Section 3 (Design and Implementation) Mike Sorensen's medical information system design document shows a mixture of high level design and low level design elements, which are worth reading for comparison in this stage and the next, but which may be slightly more involved than you may want to aim for in the first development cycle. Section 4 (The Design Path) of that document is particularly appropriate to this stage of the development cycle, as it illustrates the design decision process very well, albeit spanning several design iterations over an entire semester.

Deliverable: High Level Design Document

Using Word, LaTeX, or other editing tools as you prefer, you will produce a document that describes your team's high level design for the current development cycle of your project and that contains the following sections:

  1. a cover page with the title of the project, the nature of the document (high level design), the names of the team members who contributed materially to the document, and the date the document was submitted. In creating your high level design document, you can either add the following new sections to your requirements document, or if you prefer you can create a separate high level design document.

  2. a project design overview, including a brief English discussion of the classes involved and how the classes are related through structural associations or through behavior (interactions). This overview should cover both the design of the project solution itself, and the design of the evaluation and testing software that will be used in the evaluation stage.

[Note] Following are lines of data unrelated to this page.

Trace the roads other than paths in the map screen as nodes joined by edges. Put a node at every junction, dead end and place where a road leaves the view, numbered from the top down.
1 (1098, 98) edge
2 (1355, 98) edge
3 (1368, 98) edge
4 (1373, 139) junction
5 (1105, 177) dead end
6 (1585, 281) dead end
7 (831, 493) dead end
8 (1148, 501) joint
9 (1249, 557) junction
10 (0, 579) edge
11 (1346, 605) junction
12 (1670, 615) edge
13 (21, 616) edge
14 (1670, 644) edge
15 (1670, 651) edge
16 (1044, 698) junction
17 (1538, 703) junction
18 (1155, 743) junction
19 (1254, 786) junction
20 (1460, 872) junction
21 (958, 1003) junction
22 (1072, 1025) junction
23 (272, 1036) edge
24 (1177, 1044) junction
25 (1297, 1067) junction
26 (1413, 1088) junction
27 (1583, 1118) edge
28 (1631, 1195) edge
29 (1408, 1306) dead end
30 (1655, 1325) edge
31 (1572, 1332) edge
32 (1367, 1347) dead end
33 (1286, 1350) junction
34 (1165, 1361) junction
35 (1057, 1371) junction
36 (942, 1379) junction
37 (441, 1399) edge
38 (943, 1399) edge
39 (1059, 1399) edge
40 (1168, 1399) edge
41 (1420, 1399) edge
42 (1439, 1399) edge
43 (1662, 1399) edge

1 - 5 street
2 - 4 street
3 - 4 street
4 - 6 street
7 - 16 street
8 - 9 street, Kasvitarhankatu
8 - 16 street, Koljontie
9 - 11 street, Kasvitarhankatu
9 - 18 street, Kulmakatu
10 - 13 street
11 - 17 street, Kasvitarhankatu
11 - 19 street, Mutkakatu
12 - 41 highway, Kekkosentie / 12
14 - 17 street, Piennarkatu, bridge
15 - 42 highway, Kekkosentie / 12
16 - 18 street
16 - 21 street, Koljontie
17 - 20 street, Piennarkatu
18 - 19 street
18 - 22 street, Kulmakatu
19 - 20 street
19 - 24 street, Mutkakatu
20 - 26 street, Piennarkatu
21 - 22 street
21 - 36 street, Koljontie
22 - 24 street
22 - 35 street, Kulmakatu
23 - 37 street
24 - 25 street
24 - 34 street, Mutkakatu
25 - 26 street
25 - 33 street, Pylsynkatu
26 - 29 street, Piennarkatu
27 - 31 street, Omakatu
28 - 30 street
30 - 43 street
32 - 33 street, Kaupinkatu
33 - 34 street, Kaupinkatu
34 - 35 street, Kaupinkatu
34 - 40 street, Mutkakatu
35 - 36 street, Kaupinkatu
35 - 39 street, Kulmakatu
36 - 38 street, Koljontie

  3. a summary of the project's design evolution from requirements to high level design, including which design issues were the most challenging, which design issues were relatively straightforward, and anything otherwise noteworthy about the design issues your team considered in moving from requirements to high level design. In this section, please identify the design patterns that your team identified as being relevant to your design. In narrative form (i.e., as though telling a story), please describe how each of the design patterns you applied in arriving at your high level design helped to address design forces arising from the requirements (or from previously applied patterns), and please also note new design forces (if any) that resulted from applying a particular pattern.

  4. a reasonably detailed technical representation of the high level design, using class diagrams, interaction diagrams, CRC cards, or other representations, along with English descriptions that explain the class diagrams etc., in detail. This technical representation should cover both the design of the project solution itself, and the design of the evaluation and testing software that will be used in the evaluation stage. One idea for how to do this is first to describe the core solution, and then to describe the evaluation and testing software and how it will interact with the core solution being evaluated.

Participation: every member of your team should be significantly involved in the production of this document, though how you structure the interactions within the team is up to you. For example, it's fine for one person to capture notes from a group discussion of the high level design document and write it up as long as the other team members contributed materially to the discussion that is captured.

Deadline: by 11:59pm on Tuesday June 2, 2009, please e-mail your team's high level design document to Prof. Gill at cdgill@cse.wustl.edu.

As with the requirements document, our team should treat this high level design document as a "work in progress", evolving it appropriately throughout the development cycle, and by the evaluation stage the documents you have produced previously should constitute most of your evaluation report, other than the evaluation results and analysis which you will add in that last stage of the cycle.